Required work:
Retype the whole listing that follows so that it matches the original exactly.

Data extracts:
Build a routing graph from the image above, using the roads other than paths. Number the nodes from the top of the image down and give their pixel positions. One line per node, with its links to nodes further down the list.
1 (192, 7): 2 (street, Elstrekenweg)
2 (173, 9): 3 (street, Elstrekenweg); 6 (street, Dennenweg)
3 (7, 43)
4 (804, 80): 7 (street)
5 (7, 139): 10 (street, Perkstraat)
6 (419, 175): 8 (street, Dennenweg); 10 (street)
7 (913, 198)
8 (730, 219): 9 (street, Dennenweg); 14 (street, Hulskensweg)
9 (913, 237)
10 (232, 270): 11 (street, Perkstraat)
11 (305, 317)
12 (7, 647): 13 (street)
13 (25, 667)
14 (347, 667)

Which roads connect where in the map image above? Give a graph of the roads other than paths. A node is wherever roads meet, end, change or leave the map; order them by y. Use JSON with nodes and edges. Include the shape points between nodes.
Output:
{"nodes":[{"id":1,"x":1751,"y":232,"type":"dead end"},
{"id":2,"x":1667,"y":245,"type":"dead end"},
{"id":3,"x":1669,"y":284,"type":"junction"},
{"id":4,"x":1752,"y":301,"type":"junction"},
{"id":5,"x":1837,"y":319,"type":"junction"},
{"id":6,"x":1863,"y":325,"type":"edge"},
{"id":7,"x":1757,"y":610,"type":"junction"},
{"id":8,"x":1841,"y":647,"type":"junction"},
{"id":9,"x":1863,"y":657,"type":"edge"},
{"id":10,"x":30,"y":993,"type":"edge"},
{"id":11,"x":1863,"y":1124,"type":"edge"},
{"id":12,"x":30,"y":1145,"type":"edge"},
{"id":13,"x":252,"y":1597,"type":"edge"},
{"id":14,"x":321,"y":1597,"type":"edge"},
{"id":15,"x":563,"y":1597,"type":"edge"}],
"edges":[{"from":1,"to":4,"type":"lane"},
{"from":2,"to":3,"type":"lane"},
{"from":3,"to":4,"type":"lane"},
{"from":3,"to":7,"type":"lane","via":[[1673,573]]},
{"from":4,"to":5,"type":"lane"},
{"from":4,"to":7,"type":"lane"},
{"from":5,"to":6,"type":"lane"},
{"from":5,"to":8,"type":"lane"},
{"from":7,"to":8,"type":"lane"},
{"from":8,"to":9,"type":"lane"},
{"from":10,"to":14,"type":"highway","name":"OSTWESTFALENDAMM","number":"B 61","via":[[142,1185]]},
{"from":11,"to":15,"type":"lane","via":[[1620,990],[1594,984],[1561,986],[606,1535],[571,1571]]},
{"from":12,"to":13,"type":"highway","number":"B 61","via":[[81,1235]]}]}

Answer section:
Build a routing graph from the image above, using the roads other than paths. Number the nodes from the top of the image down and give their pixel positions. One line per node, with its links to nodes further down the list.
1 (192, 7): 2 (street, Elstrekenweg)
2 (173, 9): 3 (street, Elstrekenweg); 6 (street, Dennenweg)
3 (7, 43)
4 (804, 80): 7 (street)
5 (7, 139): 10 (street, Perkstraat)
6 (419, 175): 8 (street, Dennenweg); 10 (street)
7 (913, 198)
8 (730, 219): 9 (street, Dennenweg); 14 (street, Hulskensweg)
9 (913, 237)
10 (232, 270): 11 (street, Perkstraat)
11 (305, 317)
12 (7, 647): 13 (street)
13 (25, 667)
14 (347, 667)

Which roads connect where in the map image above? Give a graph of the roads other than paths. A node is wherever roads meet, end, change or leave the map; order them by y. Use JSON with nodes and edges. Include the shape points between nodes.
Output:
{"nodes":[{"id":1,"x":1751,"y":232,"type":"dead end"},
{"id":2,"x":1667,"y":245,"type":"dead end"},
{"id":3,"x":1669,"y":284,"type":"junction"},
{"id":4,"x":1752,"y":301,"type":"junction"},
{"id":5,"x":1837,"y":319,"type":"junction"},
{"id":6,"x":1863,"y":325,"type":"edge"},
{"id":7,"x":1757,"y":610,"type":"junction"},
{"id":8,"x":1841,"y":647,"type":"junction"},
{"id":9,"x":1863,"y":657,"type":"edge"},
{"id":10,"x":30,"y":993,"type":"edge"},
{"id":11,"x":1863,"y":1124,"type":"edge"},
{"id":12,"x":30,"y":1145,"type":"edge"},
{"id":13,"x":252,"y":1597,"type":"edge"},
{"id":14,"x":321,"y":1597,"type":"edge"},
{"id":15,"x":563,"y":1597,"type":"edge"}],
"edges":[{"from":1,"to":4,"type":"lane"},
{"from":2,"to":3,"type":"lane"},
{"from":3,"to":4,"type":"lane"},
{"from":3,"to":7,"type":"lane","via":[[1673,573]]},
{"from":4,"to":5,"type":"lane"},
{"from":4,"to":7,"type":"lane"},
{"from":5,"to":6,"type":"lane"},
{"from":5,"to":8,"type":"lane"},
{"from":7,"to":8,"type":"lane"},
{"from":8,"to":9,"type":"lane"},
{"from":10,"to":14,"type":"highway","name":"OSTWESTFALENDAMM","number":"B 61","via":[[142,1185]]},
{"from":11,"to":15,"type":"lane","via":[[1620,990],[1594,984],[1561,986],[606,1535],[571,1571]]},
{"from":12,"to":13,"type":"highway","number":"B 61","via":[[81,1235]]}]}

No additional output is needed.